Feed-Forward Neural Network Model

A basic multilayer perceptron (MLP) can be mathematically described as follows:

Input Layer:
The network receives an input vector: \[\mathbf{x} = [x_1, x_2, \dots, x_n]^T\]
Hidden Layers:
Each hidden layer performs a linear transformation followed by a nonlinear activation function (e.g., ReLU or sigmoid). For layer \(l\): \[\mathbf{h}^{(l)} = \sigma \left( \mathbf{W}^{(l)} \mathbf{h}^{(l-1)} + \mathbf{b}^{(l)} \right)\]

where:
- \(\mathbf{W}^{(l)}\) is the weight matrix.
- \(\mathbf{b}^{(l)}\) is the bias vector.
- \(\sigma\) is an activation function.
- For \(l = 1\), \(\mathbf{h}^{(0)} = \mathbf{x}\).
Output Layer:
The final layer computes the output: \[\hat{\mathbf{y}} = \text{softmax} \left( \mathbf{W}^{(L)} \mathbf{h}^{(L-1)} + \mathbf{b}^{(L)} \right)\]

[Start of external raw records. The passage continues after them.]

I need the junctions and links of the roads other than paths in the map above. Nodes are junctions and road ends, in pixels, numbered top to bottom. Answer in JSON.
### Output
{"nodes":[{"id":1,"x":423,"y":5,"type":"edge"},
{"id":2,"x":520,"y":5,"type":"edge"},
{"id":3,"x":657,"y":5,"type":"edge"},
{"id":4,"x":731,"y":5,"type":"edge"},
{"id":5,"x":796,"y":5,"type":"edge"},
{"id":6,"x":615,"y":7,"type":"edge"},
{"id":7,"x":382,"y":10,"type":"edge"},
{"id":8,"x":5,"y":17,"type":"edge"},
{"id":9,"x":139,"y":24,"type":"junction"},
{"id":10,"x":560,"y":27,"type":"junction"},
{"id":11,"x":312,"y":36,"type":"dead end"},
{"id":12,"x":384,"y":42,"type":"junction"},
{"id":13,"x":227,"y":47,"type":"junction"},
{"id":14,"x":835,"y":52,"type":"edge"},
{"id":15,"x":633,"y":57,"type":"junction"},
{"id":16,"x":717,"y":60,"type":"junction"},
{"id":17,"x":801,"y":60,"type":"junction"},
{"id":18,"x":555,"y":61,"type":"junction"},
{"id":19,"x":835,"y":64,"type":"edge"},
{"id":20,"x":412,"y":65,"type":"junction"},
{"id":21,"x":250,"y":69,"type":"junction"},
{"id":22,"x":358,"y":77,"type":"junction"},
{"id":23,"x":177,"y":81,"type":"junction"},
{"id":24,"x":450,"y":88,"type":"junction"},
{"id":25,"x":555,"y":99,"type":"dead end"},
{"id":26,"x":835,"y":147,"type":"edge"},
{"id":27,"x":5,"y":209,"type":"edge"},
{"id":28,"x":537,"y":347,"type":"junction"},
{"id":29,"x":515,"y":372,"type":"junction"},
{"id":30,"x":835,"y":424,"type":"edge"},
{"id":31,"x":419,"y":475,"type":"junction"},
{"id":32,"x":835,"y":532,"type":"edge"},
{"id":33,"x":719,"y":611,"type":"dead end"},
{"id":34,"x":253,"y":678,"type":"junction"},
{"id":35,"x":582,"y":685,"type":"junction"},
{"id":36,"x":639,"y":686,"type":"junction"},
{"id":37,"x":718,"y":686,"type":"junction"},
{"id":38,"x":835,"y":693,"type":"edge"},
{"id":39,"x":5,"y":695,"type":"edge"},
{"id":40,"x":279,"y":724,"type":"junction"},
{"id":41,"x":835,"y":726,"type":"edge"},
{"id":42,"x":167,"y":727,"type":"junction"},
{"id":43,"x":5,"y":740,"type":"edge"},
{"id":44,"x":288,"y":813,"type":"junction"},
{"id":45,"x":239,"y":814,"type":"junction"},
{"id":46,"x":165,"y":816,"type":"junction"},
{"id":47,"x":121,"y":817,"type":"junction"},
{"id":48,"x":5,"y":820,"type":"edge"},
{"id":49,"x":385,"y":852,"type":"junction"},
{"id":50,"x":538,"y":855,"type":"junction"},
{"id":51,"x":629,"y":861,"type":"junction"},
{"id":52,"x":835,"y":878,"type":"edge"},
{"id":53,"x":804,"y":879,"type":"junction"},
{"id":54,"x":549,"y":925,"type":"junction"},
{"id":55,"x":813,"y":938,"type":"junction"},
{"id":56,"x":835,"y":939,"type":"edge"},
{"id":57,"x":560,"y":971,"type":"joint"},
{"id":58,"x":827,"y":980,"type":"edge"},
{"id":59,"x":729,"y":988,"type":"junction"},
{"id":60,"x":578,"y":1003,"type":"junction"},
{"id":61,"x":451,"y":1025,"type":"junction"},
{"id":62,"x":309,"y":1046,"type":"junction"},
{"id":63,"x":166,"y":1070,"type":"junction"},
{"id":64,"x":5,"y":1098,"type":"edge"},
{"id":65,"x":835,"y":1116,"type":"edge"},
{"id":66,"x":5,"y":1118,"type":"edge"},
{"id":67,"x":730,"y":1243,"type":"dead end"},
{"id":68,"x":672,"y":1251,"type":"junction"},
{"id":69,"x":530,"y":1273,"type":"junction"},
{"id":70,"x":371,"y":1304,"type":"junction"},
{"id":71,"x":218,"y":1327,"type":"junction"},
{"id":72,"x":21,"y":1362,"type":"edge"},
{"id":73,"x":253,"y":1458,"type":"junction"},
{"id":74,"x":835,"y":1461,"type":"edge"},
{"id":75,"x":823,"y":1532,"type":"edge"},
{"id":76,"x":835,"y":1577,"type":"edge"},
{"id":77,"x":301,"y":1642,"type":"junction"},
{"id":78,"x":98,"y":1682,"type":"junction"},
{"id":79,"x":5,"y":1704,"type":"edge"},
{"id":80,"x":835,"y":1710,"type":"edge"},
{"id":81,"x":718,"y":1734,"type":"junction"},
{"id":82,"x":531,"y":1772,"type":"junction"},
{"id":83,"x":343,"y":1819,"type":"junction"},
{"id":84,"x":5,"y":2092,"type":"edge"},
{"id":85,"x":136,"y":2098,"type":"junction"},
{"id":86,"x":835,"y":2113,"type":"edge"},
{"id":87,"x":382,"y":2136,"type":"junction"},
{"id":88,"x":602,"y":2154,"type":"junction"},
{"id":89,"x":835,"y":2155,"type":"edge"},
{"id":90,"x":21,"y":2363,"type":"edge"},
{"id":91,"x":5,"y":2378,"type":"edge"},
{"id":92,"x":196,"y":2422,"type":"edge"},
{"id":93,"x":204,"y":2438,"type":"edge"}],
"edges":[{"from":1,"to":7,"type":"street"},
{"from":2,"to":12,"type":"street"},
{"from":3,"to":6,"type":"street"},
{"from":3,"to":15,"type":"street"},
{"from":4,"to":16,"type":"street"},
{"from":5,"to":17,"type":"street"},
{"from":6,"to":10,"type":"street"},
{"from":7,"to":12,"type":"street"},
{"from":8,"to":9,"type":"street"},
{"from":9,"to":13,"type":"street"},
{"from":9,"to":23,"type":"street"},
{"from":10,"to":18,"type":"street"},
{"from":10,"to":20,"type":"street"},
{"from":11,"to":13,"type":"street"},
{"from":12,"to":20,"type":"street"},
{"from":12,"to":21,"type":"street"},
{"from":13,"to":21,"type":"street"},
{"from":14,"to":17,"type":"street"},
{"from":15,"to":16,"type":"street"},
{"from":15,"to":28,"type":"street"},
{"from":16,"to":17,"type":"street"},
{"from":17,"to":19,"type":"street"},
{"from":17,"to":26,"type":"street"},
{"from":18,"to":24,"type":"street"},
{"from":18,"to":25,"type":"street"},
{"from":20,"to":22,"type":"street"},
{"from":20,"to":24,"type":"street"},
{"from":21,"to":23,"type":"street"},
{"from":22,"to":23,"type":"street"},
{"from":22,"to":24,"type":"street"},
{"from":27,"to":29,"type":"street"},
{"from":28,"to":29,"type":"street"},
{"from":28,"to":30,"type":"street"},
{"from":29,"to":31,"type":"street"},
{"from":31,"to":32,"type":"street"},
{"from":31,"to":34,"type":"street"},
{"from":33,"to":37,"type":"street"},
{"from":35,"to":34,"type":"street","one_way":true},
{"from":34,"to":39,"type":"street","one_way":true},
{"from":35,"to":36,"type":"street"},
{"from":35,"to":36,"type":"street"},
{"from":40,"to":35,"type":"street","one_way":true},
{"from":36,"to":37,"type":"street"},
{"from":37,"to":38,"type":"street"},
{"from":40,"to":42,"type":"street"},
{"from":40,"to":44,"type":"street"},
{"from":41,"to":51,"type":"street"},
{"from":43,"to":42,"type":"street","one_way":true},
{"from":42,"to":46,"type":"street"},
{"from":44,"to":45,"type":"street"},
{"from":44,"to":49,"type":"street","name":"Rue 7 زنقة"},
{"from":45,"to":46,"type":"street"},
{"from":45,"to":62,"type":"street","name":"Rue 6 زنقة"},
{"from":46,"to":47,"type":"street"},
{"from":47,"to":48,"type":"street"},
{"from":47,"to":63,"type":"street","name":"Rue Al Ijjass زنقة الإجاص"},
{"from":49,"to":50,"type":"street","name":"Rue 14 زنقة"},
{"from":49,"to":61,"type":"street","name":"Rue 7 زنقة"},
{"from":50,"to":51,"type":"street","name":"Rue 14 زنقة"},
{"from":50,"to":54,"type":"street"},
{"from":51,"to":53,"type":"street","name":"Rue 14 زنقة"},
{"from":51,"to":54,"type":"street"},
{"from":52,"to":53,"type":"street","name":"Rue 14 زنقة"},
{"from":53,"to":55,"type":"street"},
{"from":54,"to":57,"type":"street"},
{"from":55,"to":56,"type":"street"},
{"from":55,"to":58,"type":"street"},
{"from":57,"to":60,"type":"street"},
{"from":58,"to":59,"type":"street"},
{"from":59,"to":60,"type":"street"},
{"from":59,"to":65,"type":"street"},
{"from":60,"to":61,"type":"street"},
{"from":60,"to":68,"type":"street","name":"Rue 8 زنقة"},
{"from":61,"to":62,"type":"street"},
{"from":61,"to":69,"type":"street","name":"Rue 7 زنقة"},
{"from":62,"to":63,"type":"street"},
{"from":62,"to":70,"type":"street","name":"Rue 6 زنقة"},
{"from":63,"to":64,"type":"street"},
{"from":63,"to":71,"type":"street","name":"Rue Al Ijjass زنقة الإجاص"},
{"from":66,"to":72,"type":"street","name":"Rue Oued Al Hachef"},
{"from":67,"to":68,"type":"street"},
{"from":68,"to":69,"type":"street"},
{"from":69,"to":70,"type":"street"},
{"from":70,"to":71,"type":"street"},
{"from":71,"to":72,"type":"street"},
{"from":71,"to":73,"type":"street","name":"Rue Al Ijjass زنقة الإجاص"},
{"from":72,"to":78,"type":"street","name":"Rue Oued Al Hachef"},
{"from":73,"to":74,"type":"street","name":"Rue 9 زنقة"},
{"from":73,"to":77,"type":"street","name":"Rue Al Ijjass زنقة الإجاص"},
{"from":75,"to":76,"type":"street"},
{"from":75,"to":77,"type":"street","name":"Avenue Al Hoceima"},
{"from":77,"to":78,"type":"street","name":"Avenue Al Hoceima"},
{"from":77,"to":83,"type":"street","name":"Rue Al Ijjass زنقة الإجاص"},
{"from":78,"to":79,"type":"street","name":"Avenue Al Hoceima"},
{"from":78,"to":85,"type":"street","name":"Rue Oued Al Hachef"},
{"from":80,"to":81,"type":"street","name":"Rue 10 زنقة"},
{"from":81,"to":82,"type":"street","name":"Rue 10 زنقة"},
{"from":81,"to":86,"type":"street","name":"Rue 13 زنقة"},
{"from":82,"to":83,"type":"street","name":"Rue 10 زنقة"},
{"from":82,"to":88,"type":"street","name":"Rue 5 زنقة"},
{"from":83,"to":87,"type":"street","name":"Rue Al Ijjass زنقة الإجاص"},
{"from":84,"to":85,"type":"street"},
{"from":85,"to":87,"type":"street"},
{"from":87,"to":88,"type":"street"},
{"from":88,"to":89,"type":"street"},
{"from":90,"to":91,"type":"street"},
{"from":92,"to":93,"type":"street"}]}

The softmax function is often used for classification tasks to convert raw scores into probabilities.
Training via Backpropagation:
The network parameters \(\{\mathbf{W}^{(l)}, \mathbf{b}^{(l)}\}\) are optimized by minimizing a loss function \(L(\hat{\mathbf{y}}, \mathbf{y})\) (e.g., cross-entropy for classification) using gradient descent: \[\theta \leftarrow \theta - \eta \frac{\partial L}{\partial \theta}\]

where \(\theta\) represents all the parameters and \(\eta\) is the learning rate.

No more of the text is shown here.